__Work task__. I'd like the records transcribed exactly, leaving the images out.

====== Supplied data

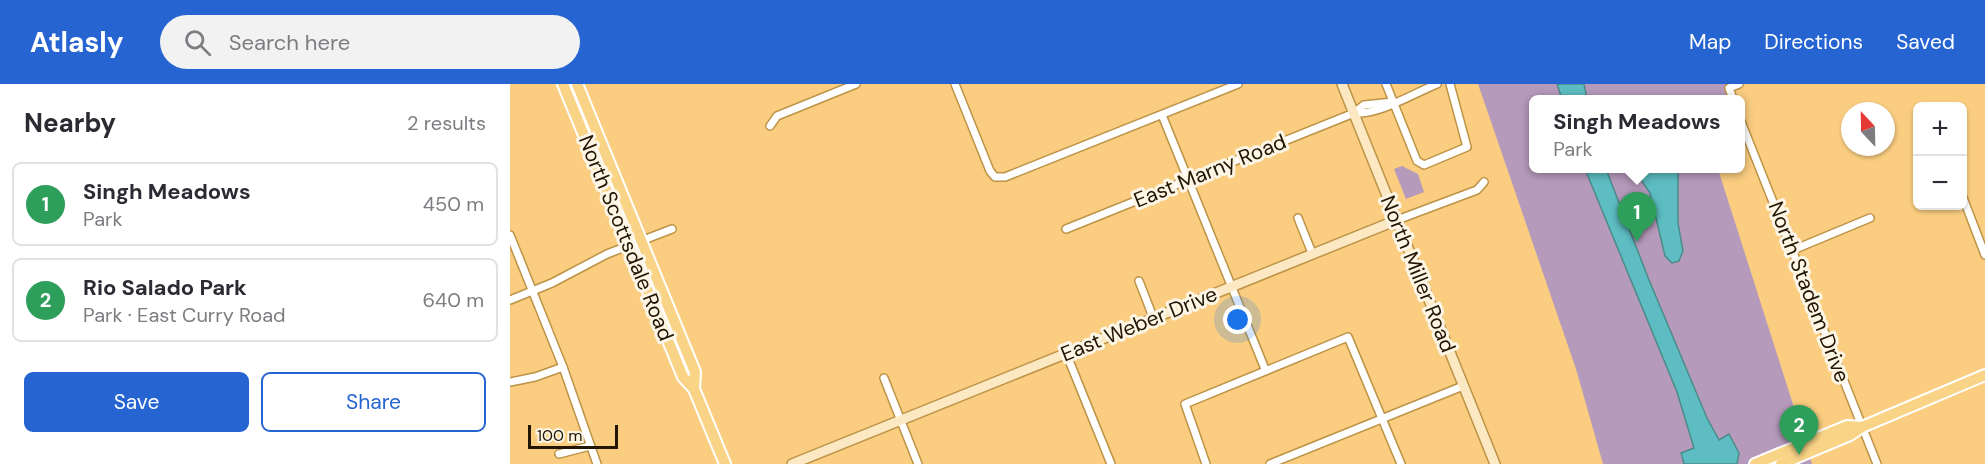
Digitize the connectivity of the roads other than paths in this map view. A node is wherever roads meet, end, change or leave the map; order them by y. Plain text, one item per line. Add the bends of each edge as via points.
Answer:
1 (563, 84) edge
2 (577, 84) edge
3 (856, 84) edge
4 (955, 84) edge
5 (1238, 84) edge
6 (1342, 84) edge
7 (1386, 84) edge
8 (1437, 84) edge
9 (1450, 84) edge
10 (1739, 84) edge
11 (1731, 95) edge
12 (1393, 102) junction
13 (1354, 112) junction
14 (1162, 115) junction
15 (770, 126) dead end
16 (1745, 131) edge
17 (1188, 180) junction
18 (1484, 182) dead end
19 (1967, 208) edge
20 (1298, 218) dead end
21 (1870, 218) dead end
22 (1397, 220) junction
23 (672, 229) dead end
24 (1066, 229) dead end
25 (510, 235) edge
26 (641, 240) junction
27 (629, 245) junction
28 (1793, 250) junction
29 (1312, 253) junction
30 (1985, 255) edge
31 (1139, 281) dead end
32 (1231, 286) junction
33 (533, 291) junction
34 (510, 300) edge
35 (1153, 317) junction
36 (1066, 353) junction
37 (563, 367) junction
38 (1265, 369) junction
39 (1985, 375) edge
40 (884, 378) dead end
41 (510, 382) edge
42 (1463, 386) junction
43 (694, 388) junction
44 (1382, 418) junction
45 (901, 420) junction
46 (1862, 426) junction
47 (590, 446) junction
48 (559, 454) dead end
49 (597, 464) edge
50 (725, 464) edge
51 (792, 464) edge
52 (918, 464) edge
53 (1112, 464) edge
54 (1206, 464) edge
55 (1270, 464) edge
56 (1401, 464) edge
57 (1495, 464) edge
58 (1755, 464) edge
59 (1781, 464) edge
60 (1877, 464) edge

1 - 27 main road, North Scottsdale Road
2 - 26 main road, North Scottsdale Road
3 - 15 street via 777,116
4 - 14 street via 995,177 1005,177
5 - 14 street
6 - 13 street, North Miller Road
7 - 12 street
8 - 12 street, East Marny Road
9 - 12 street via 1467,147 1425,165 1420,165
10 - 11 street via 1729,88
12 - 13 street, East Marny Road via 1377,107 1364,105
13 - 17 street, East Marny Road
13 - 22 street, North Miller Road
14 - 17 street
16 - 28 street, North Stadem Drive
17 - 24 street, East Marny Road
17 - 32 street
18 - 22 street, East Weber Drive via 1477,190
19 - 30 street
20 - 29 street
21 - 28 street
22 - 29 street, East Weber Drive
22 - 42 street, North Miller Road
23 - 26 street
25 - 33 street
26 - 27 street
26 - 43 main road, North Scottsdale Road via 695,372
27 - 33 street
27 - 43 main road, North Scottsdale Road via 683,377
28 - 46 street, North Stadem Drive
29 - 32 street, East Weber Drive
31 - 35 street
32 - 35 street, East Weber Drive
32 - 38 street
33 - 34 street
33 - 37 street
35 - 36 street, East Weber Drive
36 - 45 street, East Weber Drive
36 - 53 street
37 - 41 street
37 - 47 street
38 - 44 street via 1348,337
38 - 54 street via 1185,404
39 - 46 main road
40 - 45 street
42 - 44 street
42 - 57 street, North Miller Road
43 - 50 main road, North Scottsdale Road
44 - 55 street
44 - 56 street
45 - 51 street, East Weber Drive
45 - 52 street
46 - 58 main road via 1847,426
46 - 59 main road via 1850,435
46 - 60 street, North Stadem Drive
47 - 48 street
47 - 49 street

============

__Answer section__.
Digitize the connectivity of the roads other than paths in this map view. A node is wherever roads meet, end, change or leave the map; order them by y. Plain text, one item per line. Add the bends of each edge as via points.
Answer:
1 (563, 84) edge
2 (577, 84) edge
3 (856, 84) edge
4 (955, 84) edge
5 (1238, 84) edge
6 (1342, 84) edge
7 (1386, 84) edge
8 (1437, 84) edge
9 (1450, 84) edge
10 (1739, 84) edge
11 (1731, 95) edge
12 (1393, 102) junction
13 (1354, 112) junction
14 (1162, 115) junction
15 (770, 126) dead end
16 (1745, 131) edge
17 (1188, 180) junction
18 (1484, 182) dead end
19 (1967, 208) edge
20 (1298, 218) dead end
21 (1870, 218) dead end
22 (1397, 220) junction
23 (672, 229) dead end
24 (1066, 229) dead end
25 (510, 235) edge
26 (641, 240) junction
27 (629, 245) junction
28 (1793, 250) junction
29 (1312, 253) junction
30 (1985, 255) edge
31 (1139, 281) dead end
32 (1231, 286) junction
33 (533, 291) junction
34 (510, 300) edge
35 (1153, 317) junction
36 (1066, 353) junction
37 (563, 367) junction
38 (1265, 369) junction
39 (1985, 375) edge
40 (884, 378) dead end
41 (510, 382) edge
42 (1463, 386) junction
43 (694, 388) junction
44 (1382, 418) junction
45 (901, 420) junction
46 (1862, 426) junction
47 (590, 446) junction
48 (559, 454) dead end
49 (597, 464) edge
50 (725, 464) edge
51 (792, 464) edge
52 (918, 464) edge
53 (1112, 464) edge
54 (1206, 464) edge
55 (1270, 464) edge
56 (1401, 464) edge
57 (1495, 464) edge
58 (1755, 464) edge
59 (1781, 464) edge
60 (1877, 464) edge

1 - 27 main road, North Scottsdale Road
2 - 26 main road, North Scottsdale Road
3 - 15 street via 777,116
4 - 14 street via 995,177 1005,177
5 - 14 street
6 - 13 street, North Miller Road
7 - 12 street
8 - 12 street, East Marny Road
9 - 12 street via 1467,147 1425,165 1420,165
10 - 11 street via 1729,88
12 - 13 street, East Marny Road via 1377,107 1364,105
13 - 17 street, East Marny Road
13 - 22 street, North Miller Road
14 - 17 street
16 - 28 street, North Stadem Drive
17 - 24 street, East Marny Road
17 - 32 street
18 - 22 street, East Weber Drive via 1477,190
19 - 30 street
20 - 29 street
21 - 28 street
22 - 29 street, East Weber Drive
22 - 42 street, North Miller Road
23 - 26 street
25 - 33 street
26 - 27 street
26 - 43 main road, North Scottsdale Road via 695,372
27 - 33 street
27 - 43 main road, North Scottsdale Road via 683,377
28 - 46 street, North Stadem Drive
29 - 32 street, East Weber Drive
31 - 35 street
32 - 35 street, East Weber Drive
32 - 38 street
33 - 34 street
33 - 37 street
35 - 36 street, East Weber Drive
36 - 45 street, East Weber Drive
36 - 53 street
37 - 41 street
37 - 47 street
38 - 44 street via 1348,337
38 - 54 street via 1185,404
39 - 46 main road
40 - 45 street
42 - 44 street
42 - 57 street, North Miller Road
43 - 50 main road, North Scottsdale Road
44 - 55 street
44 - 56 street
45 - 51 street, East Weber Drive
45 - 52 street
46 - 58 main road via 1847,426
46 - 59 main road via 1850,435
46 - 60 street, North Stadem Drive
47 - 48 street
47 - 49 street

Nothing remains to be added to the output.